- Location in Haryana, India Kharak Kalan (India)
- Coordinates: 28°48′25″N 76°18′50″E﻿ / ﻿28.807°N 76.314°E
- Country: India
- State: Haryana
- District: Bhiwani
- Tehsil: Bhiwani

Government
- • Body: Village panchayat

Population (2011)
- • Total: 12,605

Languages
- • Official: Hindi
- Time zone: UTC+5:30 (IST)
- PIN: 127114
- Vehicle registration: [HR 16H]

= Kharak Kalan =

Kharak Kalan is a village in the Bhiwani district of the Indian state of Haryana. It lies approximately 17 km east of the district headquarters town of Bhiwani. As of the 2011 Census of India, the village had 2,444 households with a population of 12,605 of which 6,697 were male and 5,908 female.For political representational purposes the village is part of Bawani Khera Assembly constituency and the Bhiwani-Mahendragarh Lok Sabha constituency.
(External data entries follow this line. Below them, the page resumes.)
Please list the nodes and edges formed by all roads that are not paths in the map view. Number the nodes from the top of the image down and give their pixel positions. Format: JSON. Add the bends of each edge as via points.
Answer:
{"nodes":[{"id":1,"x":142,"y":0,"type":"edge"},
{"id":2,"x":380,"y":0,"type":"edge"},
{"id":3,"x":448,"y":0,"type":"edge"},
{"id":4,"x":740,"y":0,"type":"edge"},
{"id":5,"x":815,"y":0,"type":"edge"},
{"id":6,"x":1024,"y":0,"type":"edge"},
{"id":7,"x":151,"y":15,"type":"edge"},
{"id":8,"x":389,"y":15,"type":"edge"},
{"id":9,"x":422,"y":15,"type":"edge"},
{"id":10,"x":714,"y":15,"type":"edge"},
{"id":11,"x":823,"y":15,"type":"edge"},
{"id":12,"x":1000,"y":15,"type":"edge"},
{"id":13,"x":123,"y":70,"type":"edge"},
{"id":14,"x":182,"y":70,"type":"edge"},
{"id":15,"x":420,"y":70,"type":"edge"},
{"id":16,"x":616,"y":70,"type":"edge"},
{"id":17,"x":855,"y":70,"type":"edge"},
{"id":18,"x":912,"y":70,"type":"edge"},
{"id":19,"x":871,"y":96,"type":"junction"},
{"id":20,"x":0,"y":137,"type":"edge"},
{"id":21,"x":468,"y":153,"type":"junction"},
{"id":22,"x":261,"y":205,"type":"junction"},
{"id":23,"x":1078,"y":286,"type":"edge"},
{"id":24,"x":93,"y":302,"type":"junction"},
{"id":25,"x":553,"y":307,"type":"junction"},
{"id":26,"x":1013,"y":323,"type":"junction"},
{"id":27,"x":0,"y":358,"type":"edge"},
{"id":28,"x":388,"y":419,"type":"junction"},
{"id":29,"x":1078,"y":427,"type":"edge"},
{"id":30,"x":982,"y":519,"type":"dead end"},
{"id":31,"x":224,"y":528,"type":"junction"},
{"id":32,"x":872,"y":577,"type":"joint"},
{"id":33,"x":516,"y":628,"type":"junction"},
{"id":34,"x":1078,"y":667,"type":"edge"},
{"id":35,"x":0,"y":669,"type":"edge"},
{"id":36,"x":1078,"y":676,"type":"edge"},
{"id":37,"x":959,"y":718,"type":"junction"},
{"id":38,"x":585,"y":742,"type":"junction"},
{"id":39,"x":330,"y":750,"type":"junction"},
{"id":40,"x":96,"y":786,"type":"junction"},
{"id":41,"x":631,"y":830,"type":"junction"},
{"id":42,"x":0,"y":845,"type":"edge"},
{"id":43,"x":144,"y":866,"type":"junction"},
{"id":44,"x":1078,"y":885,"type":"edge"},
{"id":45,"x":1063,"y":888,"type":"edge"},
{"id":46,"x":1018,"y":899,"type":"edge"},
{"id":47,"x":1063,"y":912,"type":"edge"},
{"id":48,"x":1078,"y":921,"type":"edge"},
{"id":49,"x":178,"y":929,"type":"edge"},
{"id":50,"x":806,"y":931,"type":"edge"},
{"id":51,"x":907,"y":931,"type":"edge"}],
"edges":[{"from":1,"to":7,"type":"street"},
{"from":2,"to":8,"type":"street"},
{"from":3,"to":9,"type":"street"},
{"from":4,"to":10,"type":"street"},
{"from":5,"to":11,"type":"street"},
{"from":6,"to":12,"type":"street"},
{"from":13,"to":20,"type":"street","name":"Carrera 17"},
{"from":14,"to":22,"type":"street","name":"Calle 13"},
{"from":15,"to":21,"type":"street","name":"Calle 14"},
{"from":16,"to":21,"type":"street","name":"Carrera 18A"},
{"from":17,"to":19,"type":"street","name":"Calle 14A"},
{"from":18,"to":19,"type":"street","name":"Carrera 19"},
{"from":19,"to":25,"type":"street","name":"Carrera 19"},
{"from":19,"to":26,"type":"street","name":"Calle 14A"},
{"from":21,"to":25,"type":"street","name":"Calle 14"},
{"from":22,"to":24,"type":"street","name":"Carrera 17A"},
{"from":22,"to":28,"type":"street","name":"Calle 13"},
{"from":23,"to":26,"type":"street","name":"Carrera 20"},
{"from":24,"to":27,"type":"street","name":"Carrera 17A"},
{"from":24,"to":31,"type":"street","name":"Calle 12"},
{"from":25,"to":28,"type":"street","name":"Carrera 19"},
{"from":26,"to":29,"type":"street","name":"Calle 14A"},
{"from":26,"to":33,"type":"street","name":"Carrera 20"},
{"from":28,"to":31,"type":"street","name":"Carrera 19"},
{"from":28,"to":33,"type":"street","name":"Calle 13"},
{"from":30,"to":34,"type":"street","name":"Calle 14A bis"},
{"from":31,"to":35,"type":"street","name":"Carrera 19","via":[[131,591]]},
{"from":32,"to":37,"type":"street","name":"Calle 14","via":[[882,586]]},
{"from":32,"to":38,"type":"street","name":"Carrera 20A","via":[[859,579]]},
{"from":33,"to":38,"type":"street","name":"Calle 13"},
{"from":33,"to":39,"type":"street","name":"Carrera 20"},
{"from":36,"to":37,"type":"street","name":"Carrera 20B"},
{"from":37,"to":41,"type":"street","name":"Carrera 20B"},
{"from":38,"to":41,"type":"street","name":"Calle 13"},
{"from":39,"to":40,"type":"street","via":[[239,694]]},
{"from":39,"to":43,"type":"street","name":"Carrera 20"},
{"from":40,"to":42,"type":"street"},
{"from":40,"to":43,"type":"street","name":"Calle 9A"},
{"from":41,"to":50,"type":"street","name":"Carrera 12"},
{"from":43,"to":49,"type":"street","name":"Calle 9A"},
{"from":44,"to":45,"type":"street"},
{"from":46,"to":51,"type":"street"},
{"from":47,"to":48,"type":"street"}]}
Dadi Sati Jabade is the primary deity here, and the residents and visitors alike rejoice in the Basant Pachami Mela.

There are many other religious places like Dadi Sati Tara Devi, Dadi Chhabilende, Dadi kamalde Harsiddhi Devi, Khatu Shyam Temple, Jahar Veer Goga Ji Temple, Arya Samaj Temple, Ancient Shiva Temple, etc.

Kharak is also known as the city of saints. Famous Nāgepīra Bābā (नागेपीर बाबा), the most beloved disciple of Lord Shiva Gorakshanath, on whose name is the birthplace of Shri Ranpat and Mandhata. There are camps (डेरे) of mahatmas (saints) all around the village, where all sorrows and pains vanish.

Kharak Kalan has its own hospital run by the charitable trust 'Seth Phulchand Memorial'. The attractiveness of the village is enhanced by a large number of ponds. There are three main areas in this village, viz. Rajyan panaa, Khandan panaa, Mamnan panaa.

There are many other beautiful temples near Dadi Sati Jabde Temple.